Emulation: A method of digital preservation that recreates computer hardware with software or “execution of a program written for a different computer, accepting the identical data and producing the identical results'' (Butterfield 2016: 550). Emulation allows users to run old applications on contemporary computing devices when the hardware and software is no longer compatible.
Lossless: The migration of the work from one time and place to another always comes with some loss that can occur in the code, language, or experience. Borrowed from the area of digital music and imaging, a lossless transfer, while never fully achievable, manages to migrate most of the linguistic, semiotic, poetic, material, or contextual aspects of the work in a way that satisfies the needs of the translator, preservationist, and target audience.
Lossy: A lossy migration is one that is able to recreate a bare minimum of many dimensions in which the original work was expressed.
Media Translation: Media translation is the transformation of a work, potentially, between formats, software, platforms, hardware, computer languages, and/or digital qualities in a way that impacts the human experience with such works. It may or may not involve linguistic transformation, but always the underlying code is affected and may or may not result in changes to functionality and presentation.
Migration: A method of digital preservation that involves moving a work or portions of a work into a format to ensure its accessibility.
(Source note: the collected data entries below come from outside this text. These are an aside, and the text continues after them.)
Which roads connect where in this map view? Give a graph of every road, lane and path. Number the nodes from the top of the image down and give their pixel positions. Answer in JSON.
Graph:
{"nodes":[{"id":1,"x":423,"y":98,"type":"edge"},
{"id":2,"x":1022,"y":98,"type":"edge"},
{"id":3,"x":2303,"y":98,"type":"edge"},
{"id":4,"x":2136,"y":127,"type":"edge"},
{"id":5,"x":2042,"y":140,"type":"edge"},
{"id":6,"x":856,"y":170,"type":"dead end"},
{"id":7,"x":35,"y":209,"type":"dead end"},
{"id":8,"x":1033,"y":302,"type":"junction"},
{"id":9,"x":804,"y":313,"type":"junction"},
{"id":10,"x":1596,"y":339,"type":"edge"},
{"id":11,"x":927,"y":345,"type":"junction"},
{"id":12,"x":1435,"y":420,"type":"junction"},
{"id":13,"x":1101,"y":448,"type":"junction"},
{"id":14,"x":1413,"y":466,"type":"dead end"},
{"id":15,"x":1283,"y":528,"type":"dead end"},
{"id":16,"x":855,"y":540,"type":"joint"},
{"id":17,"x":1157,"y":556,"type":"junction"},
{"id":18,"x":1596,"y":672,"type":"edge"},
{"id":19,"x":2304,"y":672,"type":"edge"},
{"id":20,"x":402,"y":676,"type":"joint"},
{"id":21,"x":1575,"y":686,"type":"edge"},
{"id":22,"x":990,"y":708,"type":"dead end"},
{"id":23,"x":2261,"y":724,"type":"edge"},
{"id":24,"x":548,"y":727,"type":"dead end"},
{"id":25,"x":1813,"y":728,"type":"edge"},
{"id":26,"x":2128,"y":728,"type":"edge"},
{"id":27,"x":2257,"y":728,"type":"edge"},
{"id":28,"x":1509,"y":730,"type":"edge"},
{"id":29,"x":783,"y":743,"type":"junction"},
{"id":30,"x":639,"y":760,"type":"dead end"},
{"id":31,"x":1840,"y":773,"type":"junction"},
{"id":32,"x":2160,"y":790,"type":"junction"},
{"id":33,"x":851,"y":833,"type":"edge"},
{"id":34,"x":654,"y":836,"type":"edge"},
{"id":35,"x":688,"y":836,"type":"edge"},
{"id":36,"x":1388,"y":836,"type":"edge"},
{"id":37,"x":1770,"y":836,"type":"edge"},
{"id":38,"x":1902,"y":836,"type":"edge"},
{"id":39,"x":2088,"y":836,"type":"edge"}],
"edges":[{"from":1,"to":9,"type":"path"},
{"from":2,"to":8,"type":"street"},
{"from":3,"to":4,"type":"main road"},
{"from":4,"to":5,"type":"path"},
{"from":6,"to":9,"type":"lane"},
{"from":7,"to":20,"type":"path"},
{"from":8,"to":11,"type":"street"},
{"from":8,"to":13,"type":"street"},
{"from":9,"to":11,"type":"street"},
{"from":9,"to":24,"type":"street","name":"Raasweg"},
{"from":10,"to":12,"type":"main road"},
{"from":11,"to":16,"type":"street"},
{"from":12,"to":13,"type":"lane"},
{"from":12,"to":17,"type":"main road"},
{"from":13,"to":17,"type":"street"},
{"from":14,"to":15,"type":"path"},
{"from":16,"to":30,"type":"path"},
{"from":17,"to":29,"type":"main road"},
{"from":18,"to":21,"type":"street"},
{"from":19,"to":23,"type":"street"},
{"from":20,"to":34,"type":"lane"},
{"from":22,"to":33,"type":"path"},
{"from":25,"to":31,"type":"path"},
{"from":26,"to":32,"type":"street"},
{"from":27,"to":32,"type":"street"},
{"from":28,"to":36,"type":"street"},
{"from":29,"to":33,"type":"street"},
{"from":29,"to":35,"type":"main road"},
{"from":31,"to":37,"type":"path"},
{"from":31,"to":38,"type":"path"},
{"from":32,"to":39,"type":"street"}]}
Pathfinders: The methodology developed by Dene Grigar and Stuart Moulthrop for documenting born-digital works that involves a Traversal, images of the work, video recordings of interviews with the work’s author and readers, author biography, and critical writing about the work. This project was funded by the National Endowment for the Humanities and resulted in their book of criticism, Traversals: The Use of Preservation for Early Electronic Writing, published by The MIT Press in 2017.
Radical Media Translation: A case of high-level intervention in the original work with many of its components reconstructed and reimagined from scratch, along its linguistic elements. Examples include Amnesia and the Polish Edition of afternoon, a story where low-end and high-end programming, system, platform, interface had to be redesigned for the new audience.
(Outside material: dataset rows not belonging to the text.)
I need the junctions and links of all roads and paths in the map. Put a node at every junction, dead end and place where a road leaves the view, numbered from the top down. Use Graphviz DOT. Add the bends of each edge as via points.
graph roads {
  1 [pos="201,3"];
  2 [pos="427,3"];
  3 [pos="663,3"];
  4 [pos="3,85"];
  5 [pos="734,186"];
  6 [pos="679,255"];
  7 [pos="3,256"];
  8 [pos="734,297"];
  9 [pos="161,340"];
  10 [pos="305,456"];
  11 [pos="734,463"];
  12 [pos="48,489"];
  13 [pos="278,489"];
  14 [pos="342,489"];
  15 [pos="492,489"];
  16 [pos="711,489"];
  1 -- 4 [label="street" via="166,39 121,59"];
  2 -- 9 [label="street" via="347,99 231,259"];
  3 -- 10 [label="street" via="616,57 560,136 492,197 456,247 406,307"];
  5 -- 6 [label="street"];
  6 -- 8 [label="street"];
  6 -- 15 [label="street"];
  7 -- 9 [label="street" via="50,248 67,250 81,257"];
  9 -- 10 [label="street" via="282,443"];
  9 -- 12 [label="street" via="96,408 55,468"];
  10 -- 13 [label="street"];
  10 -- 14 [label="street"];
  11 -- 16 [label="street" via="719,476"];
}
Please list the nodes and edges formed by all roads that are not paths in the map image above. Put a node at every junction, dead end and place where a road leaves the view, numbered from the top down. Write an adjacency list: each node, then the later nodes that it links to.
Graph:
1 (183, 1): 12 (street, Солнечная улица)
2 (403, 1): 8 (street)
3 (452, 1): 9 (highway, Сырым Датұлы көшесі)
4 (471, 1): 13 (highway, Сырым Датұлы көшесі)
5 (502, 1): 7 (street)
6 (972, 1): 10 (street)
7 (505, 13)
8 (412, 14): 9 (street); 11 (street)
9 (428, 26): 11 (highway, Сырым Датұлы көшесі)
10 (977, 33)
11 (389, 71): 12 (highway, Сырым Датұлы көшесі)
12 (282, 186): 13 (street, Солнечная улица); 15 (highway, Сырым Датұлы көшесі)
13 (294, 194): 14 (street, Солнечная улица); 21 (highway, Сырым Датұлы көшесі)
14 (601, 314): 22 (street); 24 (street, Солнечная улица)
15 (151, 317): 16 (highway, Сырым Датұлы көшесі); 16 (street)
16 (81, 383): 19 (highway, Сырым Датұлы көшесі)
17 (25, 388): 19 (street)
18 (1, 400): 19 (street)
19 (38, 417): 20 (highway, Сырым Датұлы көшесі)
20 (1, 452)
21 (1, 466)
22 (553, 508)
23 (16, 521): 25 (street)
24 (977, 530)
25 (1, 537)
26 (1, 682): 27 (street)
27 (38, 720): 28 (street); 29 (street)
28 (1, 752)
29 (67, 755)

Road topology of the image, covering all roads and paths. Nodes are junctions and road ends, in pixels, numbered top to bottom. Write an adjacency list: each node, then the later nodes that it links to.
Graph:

Rebooting: An activity whose goal is to revive a work through a variety of potential ways, such as documentation, restoration, and reconstruction.
Reconstruction: A type of rebooting project involving the complete rebuild of a work that affects its code and may also impact its functionality and presentation.
Restoration: A type of rebooting project that involves the intervention into portions of a work’s code (including changing linking structure) and/or aspects of the functionality of a work to make the work accessible again.
Traversal / Live Traversal: Described by Grigar and Moulthrop as the process of documenting a born-digital work via video recordings that “take place on equipment configured as closely as possible to the system used to create the work or on which the work might have been expected to reach its initial audience” (2008: 7). Traversals were later expanded by Grigar’s lab to focus on Live broadcasts via YouTube and/or Zoom to allow audience participation. This type of Traversal is called a Live Traversal.
Version: A version is a “revision” that may be “either physical (literally distinct documents) or inferred from the evidence available on one or more extant documents; a version of a work can always be linked to another version; versions are revisions of the works, and they may be initiated, either deliberately or inadvertently, by the author or by some other agency like an editor–or the public at large; versions do not depend on the authority of the author to be authorized as a version; versions are manifest by their degree of difference from other versions” (Bryant qtd. in Kirschenbaum 2008: 187-188). We use the term to refer to changes in software functionality. A new version always results in a new edition.